Coexistence of Traditional and Modern Medical Knowledge in Aristotle’s Master-Piece

by azazby on October 26, 2017 - 5:19pm

 

The creation and evolution of knowledge is a long and gradual process. Medical knowledge is no exception. Aristotle’s Master-Piece is a book about pregnancy and reproduction written by an anonymous author, who used Aristotle as a pseudonym. The first edition was published in 1684. However, the edition that is analyzed here was published in late 18th century in London. This book was mainly for married women and mid-wives. The language is simple and concise. This particular copy is 12cm by 10cm by 1cm and weighs approximately 30g. There are no marginalia. The cover and the binding of the book is a little worn off, but the book is well preserved in general. The font and the layout are similar to those used in modern books. There are a few drawings, including a drawing of a baby in the uterus on the front cover. In Aristotle’s Masterpiece, medical knowledge about reproduction was mainly justified with theology, astrology, and the humoral theory, but modern medical concepts and feminist ideologies are also present.

Firstly, theology, astrology and the humoral theory are the main justifications for medical knowledge. In the introduction, it is stated that the purpose of studying human was to know God as men were created in the image of God. The conception of a child was explained by the Hippocratic model. Terms like “seeds” and “womb” are used and the female reproductive organ is seen as inverted male genitals (Aristotle 44, 69). Although the will of God is seen as the major factor that determines the sex of the child, the author introduced methods to control the sex of the embryo using astrology and the humoral theory. “The best time to beget a female is, when the moon is in the wane, in Libra or Aquarius” (Aristotle 9). However, if a woman wants to have a male child, she should keep warm and sleep on her right side during pregnancy because that side has the greatest heat. Heat is important because male is generally hot and dry according to the humoral theory, which was still the central medical model in the 18th century. In the second part of the book, the causes and cures of various female diseases are discussed. Bleeding, “purging”, and “corrupt humors” were frequently mentioned (80, 85). The cure was usually a mixture of food and most explanations for the causes were based on the humoral theory, such as unbalanced humors and permeability of the body. All these examples demonstrate how theology, astrology and the humoral theory played a central role in the medical society in late 18th century.

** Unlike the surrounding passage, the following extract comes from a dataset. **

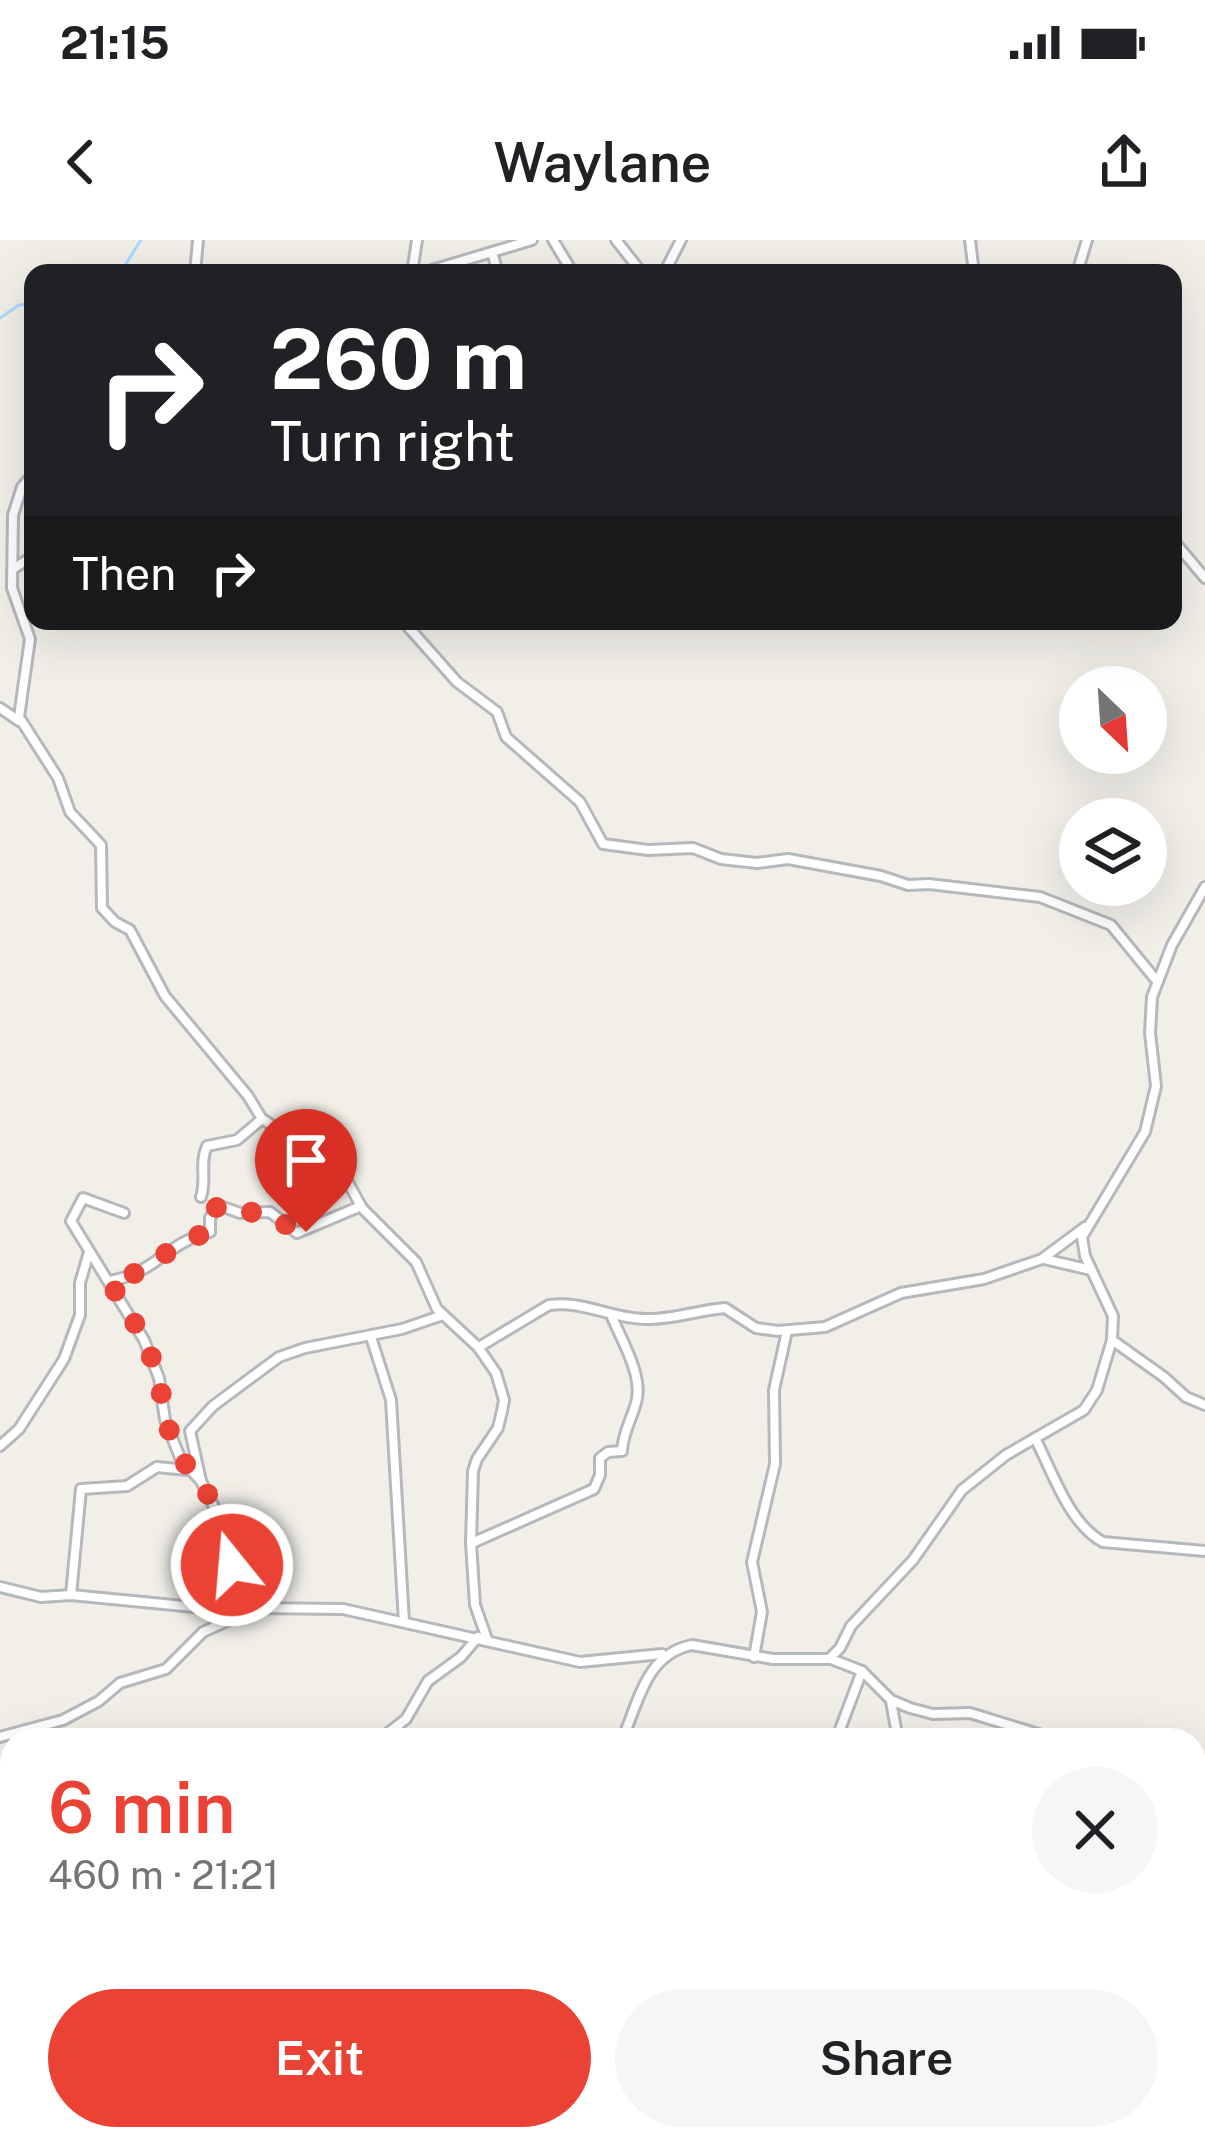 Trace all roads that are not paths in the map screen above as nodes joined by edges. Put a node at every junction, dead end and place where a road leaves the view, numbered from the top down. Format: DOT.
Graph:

Secondly, although some information in the book contradicts modern medical knowledge, certain feminist ideologies and modern medical concepts are present. For instance, when a child was born in the seventh month of pregnancy, the husband usually suspect that it is too soon and thus could not be his child. This led to domestic conflicts. However, the author argued in favor of women by justifying “why children born in the seventh or ninth month may live, and not in the eighth month” (99). Although the justification involved astrology and the humoral theory, the author did not accuse women of dishonesty even though women were viewed as subordinate by the general society in the 18th centuries. “Mole”, which refers to miscarriage in an early stage of pregnancy, is also discussed (94). The author stated that a mole is different from a true conception and carefully justified this statement with logic. “Difference holds good three ways; first, in the genus, in that a mole cannot be said to be an animal; secondly, in that species, because it hath no human figure […] thirdly, in the individual, for it hath no affinity with the parent […]” (94). Rationalism emerged as justification for medical knowledge. The author did not blame solely the woman for causing a miscarriage; instead, he/she thinks that “the true cause of this fleshy mole proceeds both from the man and the woman, from corrupt and barren seed in man, and from the menstruous blood in the woman” (94). The author had little prejudice toward woman. A gradual transition from the original humoral theory to the modern medical knowledge can also be observed. The cures for the same disease used to be different for different person because everyone supposedly has a different balance of humors. However, in this book, the cures are for all women. This is similar to the modern concept that each medication treats a specific disease, instead of a specific person. The idea that extreme emotions of the mother during pregnancy might affect the health of the embryo is also discussed. These examples demonstrate the emergence of modern ideologies and concepts.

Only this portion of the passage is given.